Let me put it to you this way: I'm not a fan of the low-carb diet. I can't think without carbs. In fact, I can't even start a decent day without a single carbohydrate. Back in college, it was bagels and brown rice; in my working years, I switched to cereal and granola bars. Now, more than ever, carbohydrates have become very important in keeping myself from spacing out in class.

It all boils down to a single concept: Carbohydrate front-loading.

Let's say that you've got a stressful morning ahead of you. You could truly use the energy to forge ahead with the rest of your day, and you can't do that with just sugar and caffeine.

So what do you do? You front-load by eating two to three servings of carbs for breakfast. 

Yes, it sounds crazy, but consider: According to the American Cancer Society, the average 4-inch supermarket bagel constitutes three full servings of carbohydrates. You don't even have to eat it dry to make the most of all that energy - I get around it by spreading only 1 tbsp. of cream cheese and 1 tsp. of strawberry jam, which is half of what a normal serving should be. Then, to make sure that I'm still full, I would follow up that bagel with, say, a handful of papaya cubes (1 cup), or any other high-fiber fruit.

This leads us to our next topic: High fiber fruits and vegetables are your friends. 

I'm not usually a big fan of papaya, but I'm the kind of person who likes to eat mindlessly... and papaya always fits the bill, since my parents already have it on the table every morning.
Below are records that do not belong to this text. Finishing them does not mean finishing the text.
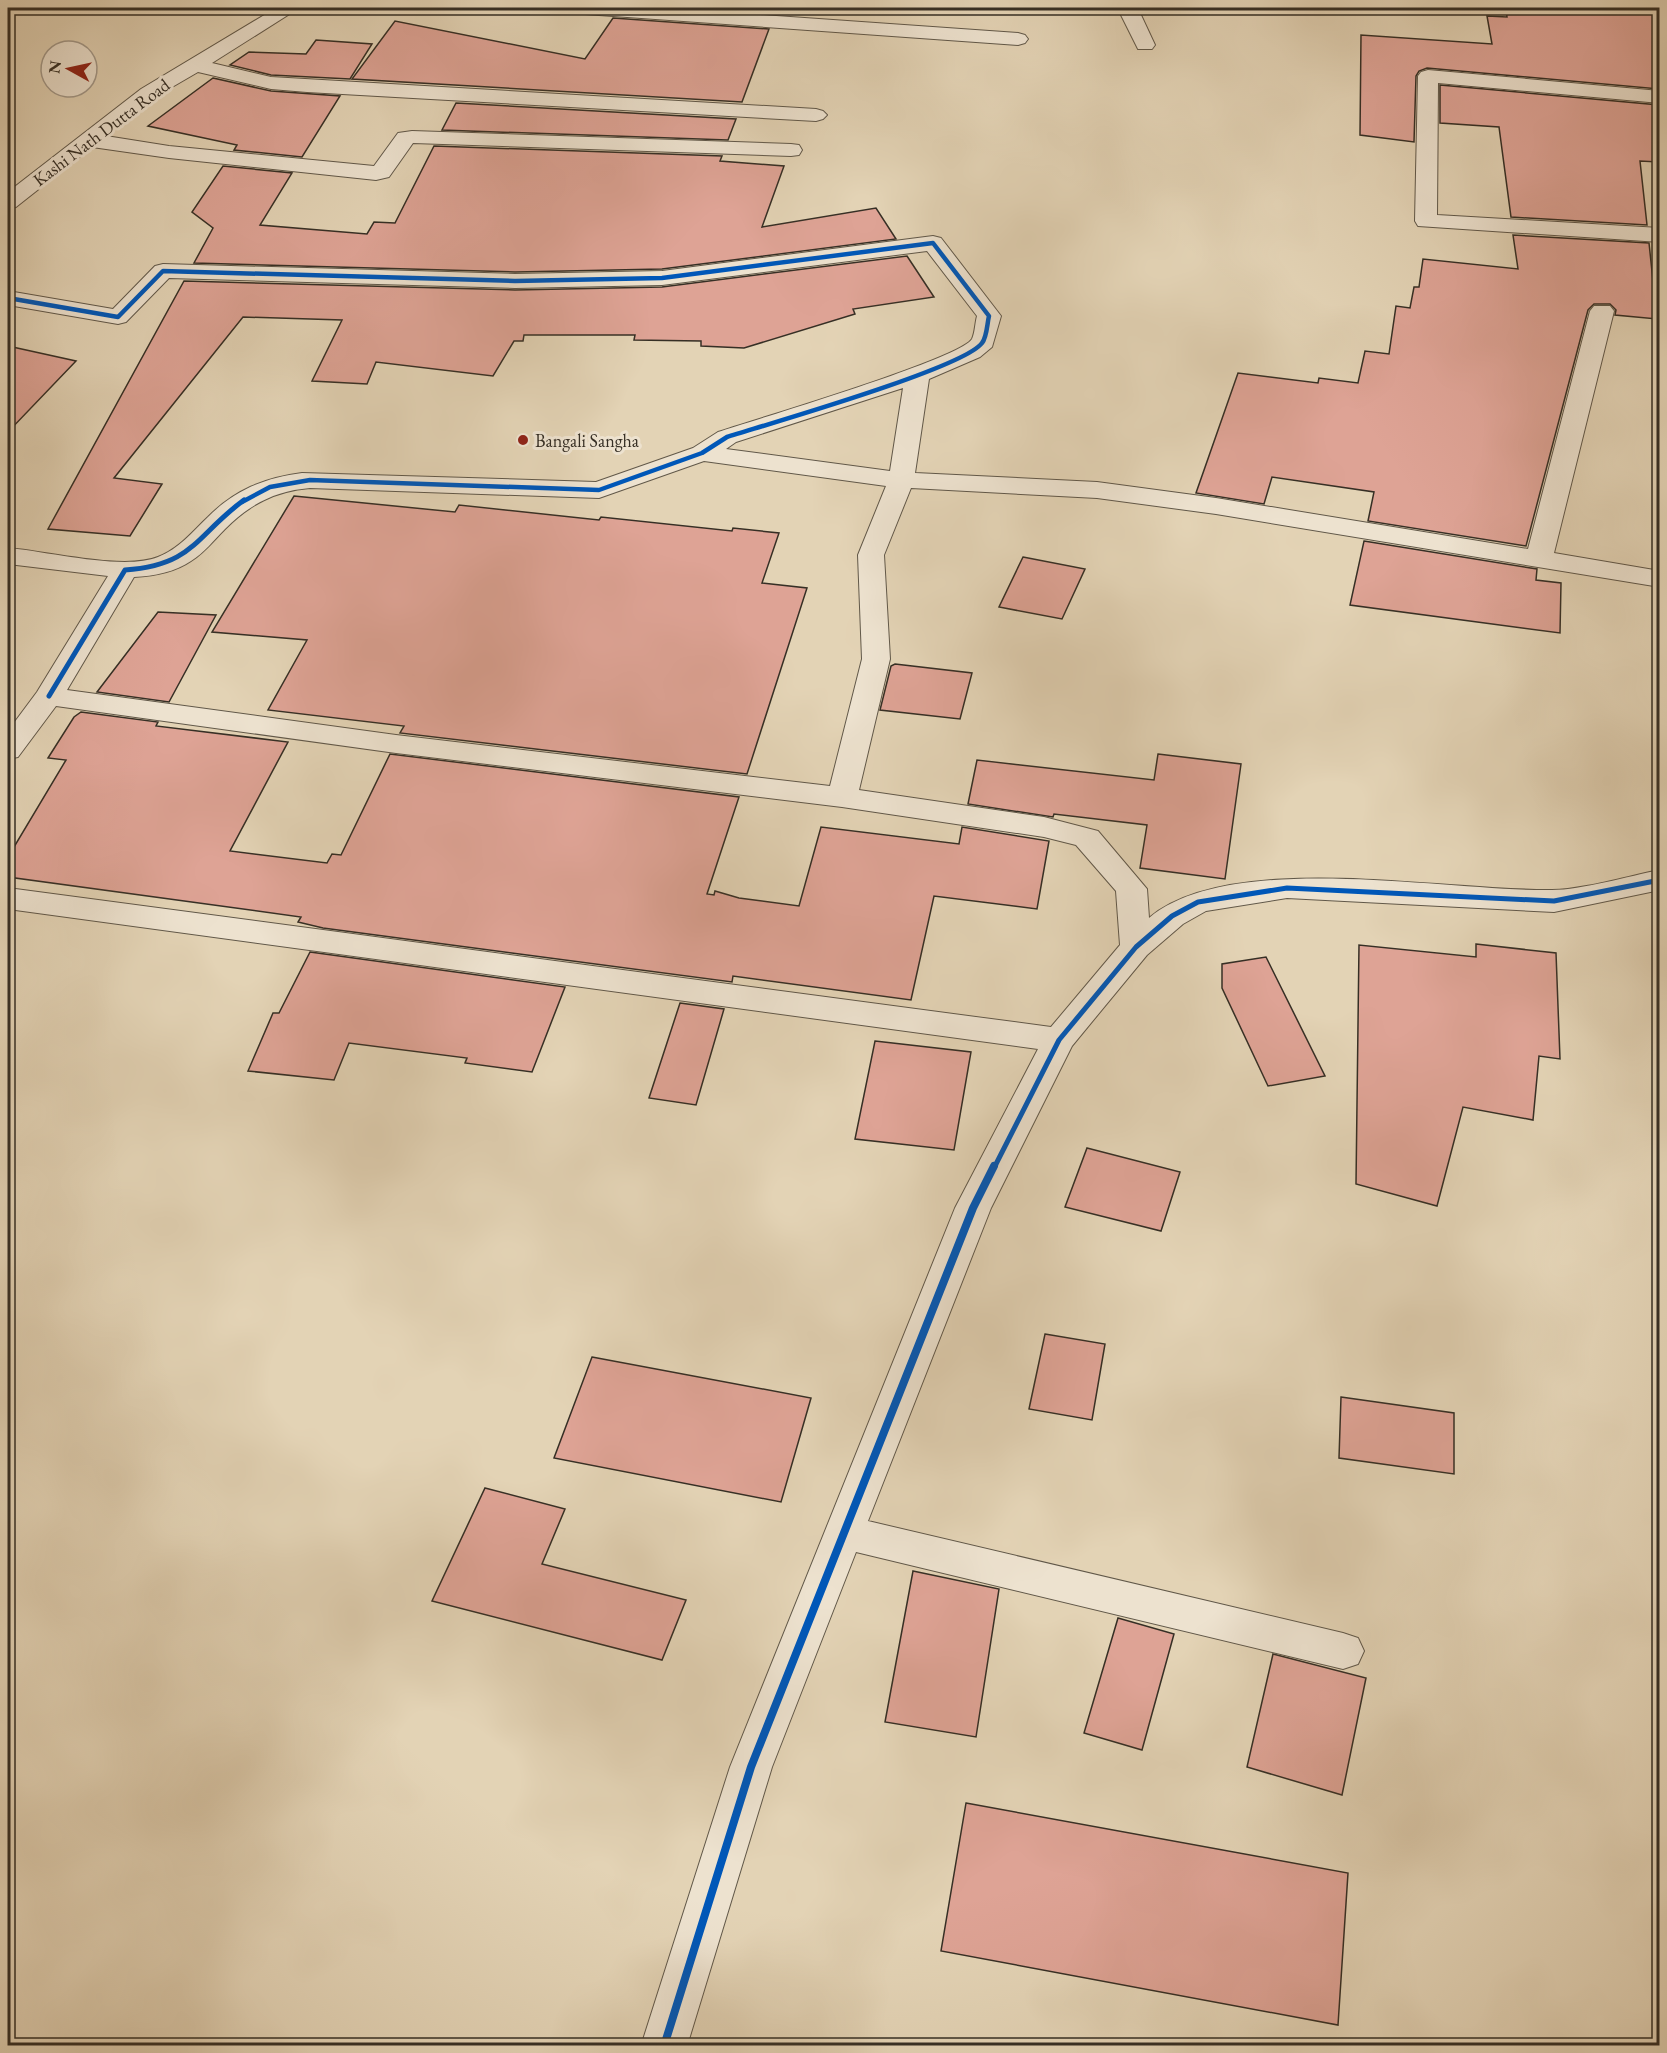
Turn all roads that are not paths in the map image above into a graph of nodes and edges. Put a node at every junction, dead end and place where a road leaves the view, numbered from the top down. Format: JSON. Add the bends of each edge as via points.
{"nodes":[{"id":1,"x":289,"y":8,"type":"edge"},
{"id":2,"x":585,"y":8,"type":"edge"},
{"id":3,"x":1131,"y":8,"type":"edge"},
{"id":4,"x":1018,"y":39,"type":"dead end"},
{"id":5,"x":1145,"y":45,"type":"dead end"},
{"id":6,"x":195,"y":65,"type":"junction"},
{"id":7,"x":1659,"y":97,"type":"edge"},
{"id":8,"x":816,"y":115,"type":"dead end"},
{"id":9,"x":87,"y":140,"type":"junction"},
{"id":10,"x":791,"y":150,"type":"dead end"},
{"id":11,"x":8,"y":202,"type":"edge"},
{"id":12,"x":1659,"y":235,"type":"edge"},
{"id":13,"x":8,"y":298,"type":"edge"},
{"id":14,"x":1602,"y":311,"type":"dead end"},
{"id":15,"x":918,"y":374,"type":"junction"},
{"id":16,"x":702,"y":453,"type":"junction"},
{"id":17,"x":901,"y":480,"type":"junction"},
{"id":18,"x":8,"y":556,"type":"edge"},
{"id":19,"x":1539,"y":559,"type":"junction"},
{"id":20,"x":125,"y":570,"type":"junction"},
{"id":21,"x":1659,"y":579,"type":"edge"},
{"id":22,"x":49,"y":696,"type":"junction"},
{"id":23,"x":8,"y":750,"type":"edge"},
{"id":24,"x":842,"y":797,"type":"junction"},
{"id":25,"x":1659,"y":880,"type":"edge"},
{"id":26,"x":8,"y":898,"type":"edge"},
{"id":27,"x":1136,"y":947,"type":"junction"},
{"id":28,"x":1059,"y":1040,"type":"junction"},
{"id":29,"x":844,"y":1532,"type":"junction"},
{"id":30,"x":1343,"y":1651,"type":"dead end"},
{"id":31,"x":664,"y":2046,"type":"edge"}],
"edges":[{"from":1,"to":6,"type":"street","name":"Kashi Nath Dutta Road"},
{"from":2,"to":4,"type":"street"},
{"from":3,"to":5,"type":"street"},
{"from":6,"to":8,"type":"street","via":[[272,83],[307,86]]},
{"from":6,"to":9,"type":"street","name":"Kashi Nath Dutta Road","via":[[148,93]]},
{"from":7,"to":12,"type":"street","via":[[1428,76],[1426,221]]},
{"from":9,"to":10,"type":"street","via":[[376,173],[412,136]]},
{"from":9,"to":11,"type":"street","name":"Kashi Nath Dutta Road"},
{"from":13,"to":15,"type":"street","via":[[118,316],[163,271],[515,281],[662,278],[933,243],[989,316],[983,342],[970,352]]},
{"from":14,"to":19,"type":"street"},
{"from":15,"to":16,"type":"street","via":[[727,437]]},
{"from":15,"to":17,"type":"street"},
{"from":16,"to":17,"type":"street"},
{"from":16,"to":20,"type":"street","via":[[599,490],[282,482],[247,498],[176,561],[162,567]]},
{"from":17,"to":19,"type":"street","via":[[1097,490]]},
{"from":17,"to":24,"type":"street","via":[[871,555],[876,659]]},
{"from":18,"to":20,"type":"street"},
{"from":19,"to":21,"type":"street"},
{"from":20,"to":22,"type":"street"},
{"from":22,"to":23,"type":"street"},
{"from":22,"to":24,"type":"street","via":[[396,744]]},
{"from":24,"to":27,"type":"street","via":[[1044,827],[1087,838],[1131,888]]},
{"from":25,"to":27,"type":"street","via":[[1554,901],[1287,888],[1198,902],[1172,916]]},
{"from":26,"to":28,"type":"street"},
{"from":27,"to":28,"type":"street"},
{"from":28,"to":29,"type":"street","via":[[973,1208]]},
{"from":29,"to":30,"type":"street"},
{"from":29,"to":31,"type":"street","via":[[751,1767]]}]}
If I'm already carbed out during my regular meals, I will stop and eat whatever form of protein I have on my plate with some salad leaves. That doesn't mean I love my vegetables - there are just some things that I won't eat for no discernible reason - but the vegetables that I do eat, like steamed fresh spinach leaves (lemon juice and no sauce) and grilled eggplant, are always a deliberate choice for me at every meal.

Of course, this leads to the inevitable discussion of salads, and whether or not vegetables are your friends when they're slathered in olive oil. I'm on the fence vis-a-vis olive oil - it's a good fat, but still a fat - but I can say for sure that Mediterranean restaurants no longer have the monopoly on salads; in fact, most ethnic restaurants that I've tried in this country will always have a form of salad at one point or another.  In most Filipino restaurants - or at least the ones here in the Philippines - you can always get mangoes and tomatoes with rock salt and the occasional hard-boiled duck egg. If you're eating Korean food, your bulgogi comes with lettuce leaves to wrap around your meat with a dab of hot sauce and a little rice. And then there's the cuisine of Thailand and Vietnam: summer rolls, banh mi, and even pho come with tons of fresh vegetable accompaniments, so there's barely a single excuse to "pig out" and stay unhealthy.

It's easy for me to talk about vegetables now, seeing as I've naturally switched to eating by season - along with corn soup with moringa leaves (seriously, people: canned corn + chicken broth + leaves from your neighbor's malunggay plant = gold) and fuss-free detoxification through steamed greens. But like I've said, you have to take the risk of trying a new vegetable or fruit once in a while, just to see if it works for you.

(NOTE: I do have another upcoming entry that might end up contradicting all the diet-related Zen meditations that I've expounded on here. It won't be part of Pump and Lift, but it will deal with other body issues related to food and nutrition... and depending on the craziness that comes with the rest of my schedule, that rant essay should be up by Saturday at the latest.)